Both Janeway and Bauer said the constitutional amendment is valuable because it could require land swaps – meaning that whenever ORDA disturbed any forest preserve it would be required to acquire an equal or greater amount of new forest preserve to replace the developed region.
“Generally what makes for a successful amendment is when the forest preserve gets much bigger amount of acreage than the amount taken out,” said Bauer. Other amendments have been fashioned for development in the Adirondacks, including one that authorized the former NYCO Minerals to expand its mining operations in Lewis in 2013. Amendments have also passed for the construction of cemeteries and landfills.
Bauer said when he wrote the letter to ORDA in May, the Appellate Decision had not yet reversed a lower court ruling involving cutting forest preserve trees. The appeals court decision arrived July 3 and supports Protect the Adirondack’s position that narrower trees be included in tree clearing counts. If that decision had come out two months earlier, he would have “advocated strenuously” that all trees be counted by ORDA, he said.
His case is pending before the Court of Appeals and will likely be decided next year.
Moreover, DEC defended its position that ORDA’s tree-cutting plan was acceptable. In response to an inquiry from the Explorer, the department’s press office said that all tree removal on the ORDA project “was done pursuant to an approved State Unit Management Plan (UMP) and approved Work Plan” and the work was completed before July 3.

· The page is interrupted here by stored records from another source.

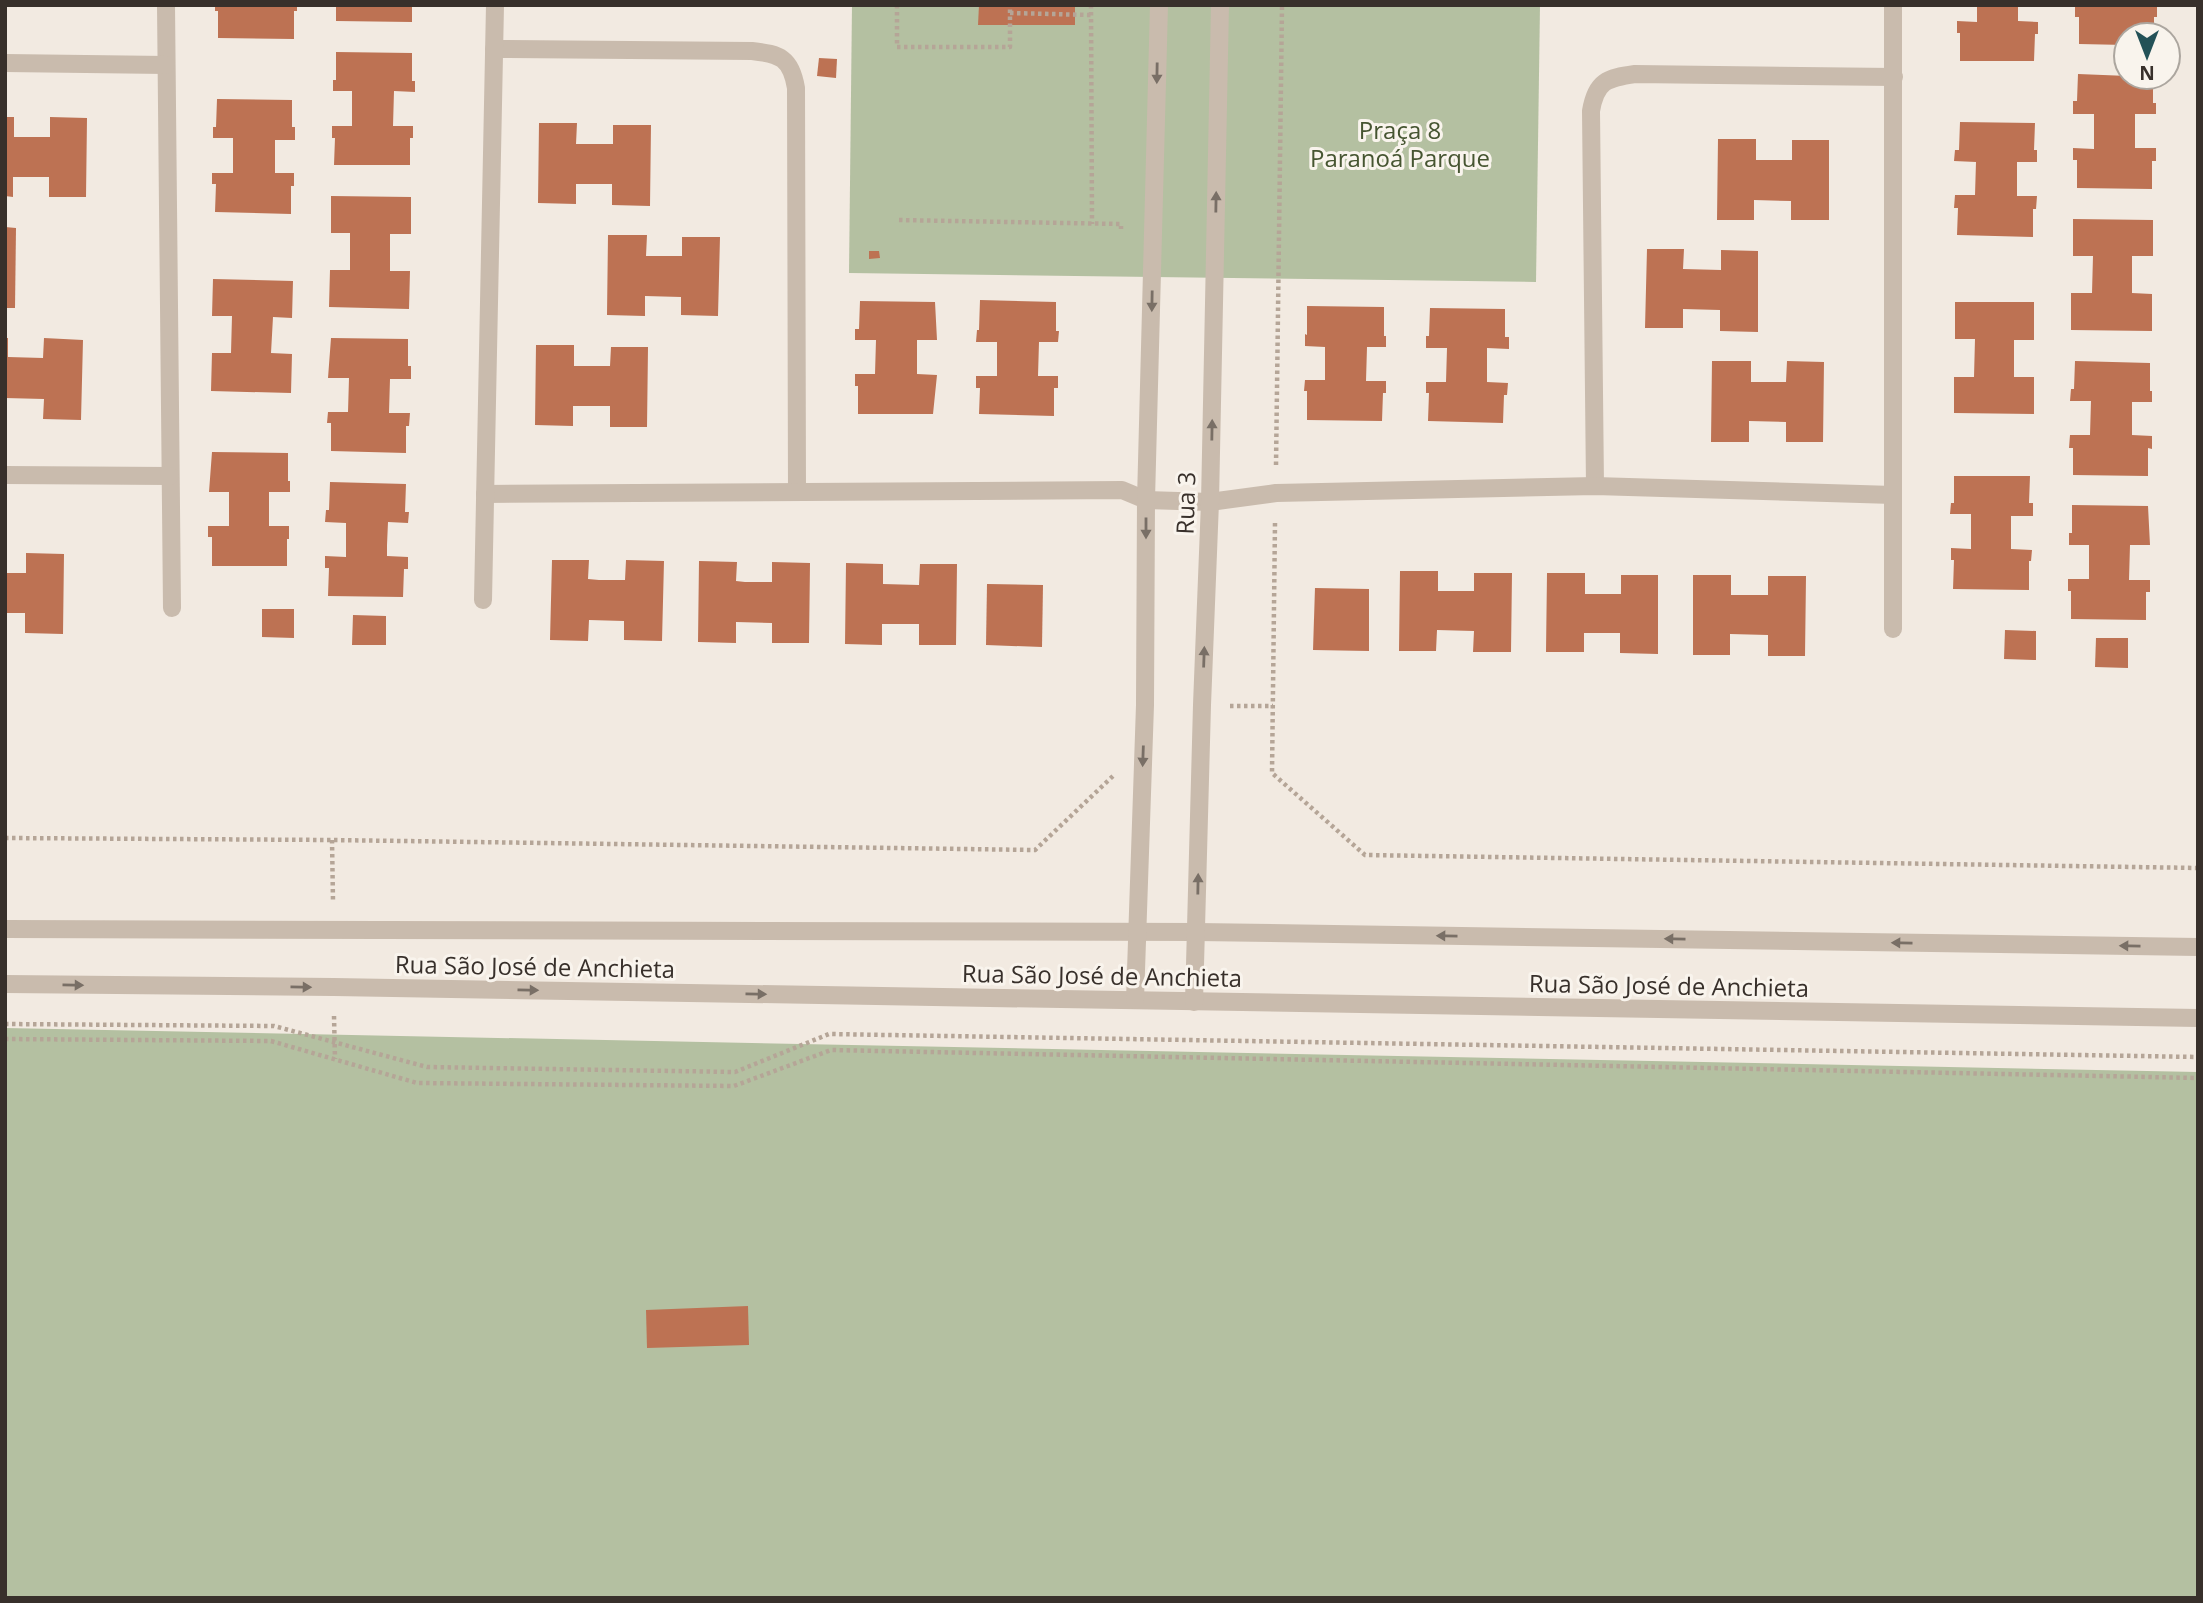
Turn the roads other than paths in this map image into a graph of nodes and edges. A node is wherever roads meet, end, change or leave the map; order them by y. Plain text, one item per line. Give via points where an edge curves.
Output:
1 (166, 5) edge
2 (495, 5) edge
3 (1159, 5) edge
4 (1220, 5) edge
5 (1893, 5) edge
6 (494, 48) junction
7 (5, 63) edge
8 (166, 65) junction
9 (1894, 77) junction
10 (5, 475) edge
11 (170, 476) junction
12 (1595, 486) junction
13 (797, 491) junction
14 (485, 494) junction
15 (1893, 495) junction
16 (1146, 500) junction
17 (1210, 502) junction
18 (483, 600) dead end
19 (172, 608) dead end
20 (1892, 629) dead end
21 (5, 929) edge
22 (1136, 932) junction
23 (1197, 932) junction
24 (2198, 947) edge
25 (5, 985) edge
26 (1135, 1000) junction
27 (1194, 1002) junction
28 (2198, 1018) edge

1 - 8 street
2 - 6 street
3 -> 16 street, Rua 3
17 -> 4 street, Rua 3
5 - 9 street
6 - 13 street via 752,51 786,60 796,88
6 - 14 street
7 - 8 street
8 - 11 street
9 - 12 street via 1636,74 1616,76 1602,83 1593,95
9 - 15 street
10 - 11 street
11 - 19 street
12 - 15 street
12 - 17 street via 1276,493
13 - 14 street
13 - 16 street via 1122,491
14 - 18 street
15 - 20 street
16 - 17 street
16 -> 22 street, Rua 3 via 1145,705
23 -> 17 street, Rua 3
21 - 22 street, Rua São José de Anchieta
22 - 23 street, Rua São José de Anchieta
22 - 26 street, Rua 3
24 -> 23 street, Rua São José de Anchieta
23 - 27 street, Rua 3
25 -> 26 street, Rua São José de Anchieta
26 - 27 street, Rua São José de Anchieta
27 - 28 street, Rua São José de Anchieta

The groups also desire amendments to be put before voters for expansion of other venues operated by ORDA – the alpine skiing centers at Gore Mountain and Whiteface Mountain, Bauer said. ORDA wants to make all of its venues world class with upgrades and also needs to maintain trails in ways that may require development in the forest preserve. However, ORDA’s vision of making the alpine facilities four-season destinations may be too great an obstacle to avoid legal challenges, said Bauer. The facilities were meant to be winter sports complexes only, he said.
Janeway and Bauer said they objected to the extent of cutting for the Mount Van Hoevenberg project once plans were revealed. ORDA may have revised its cutting plan to avoid a lawsuit, Bauer said.
“At this point in time, we do not contemplate legal action over ORDA’s proposal to destroy more than 1,500 trees and undertake other short-term modifications and improvements of the Mt. Van Hoevenberg facility, so long as ORDA pursues a constitutional amendment,” Bauer wrote in a May 21 letter to Pratt. He called for an amendment process that leads to a 2021 ballot referendum as well.
ORDA’s environmental impact statement spells out the 1930s case law that forced the state to build most of the Nordic facility on town of North Elba land to avoid destruction of the forest preserve. It stated that cutting of trees is “permissible when necessary to enable the public to safely use forest preserve lands, so long as such cutting is “immaterial”, i.e., does not detract from the wild forest character of the forest preserve.”
“In other words, the amount of trees that can constitutionally be cut and removed is determined on a case-by-case basis,” it said. Plans for the forest preserve include widening ski trails, installing lighting and hiking trail connections and constructing a wastewater disposal system for a new welcome lodge. Part of a new biathlon stadium is planned on state forest preserve.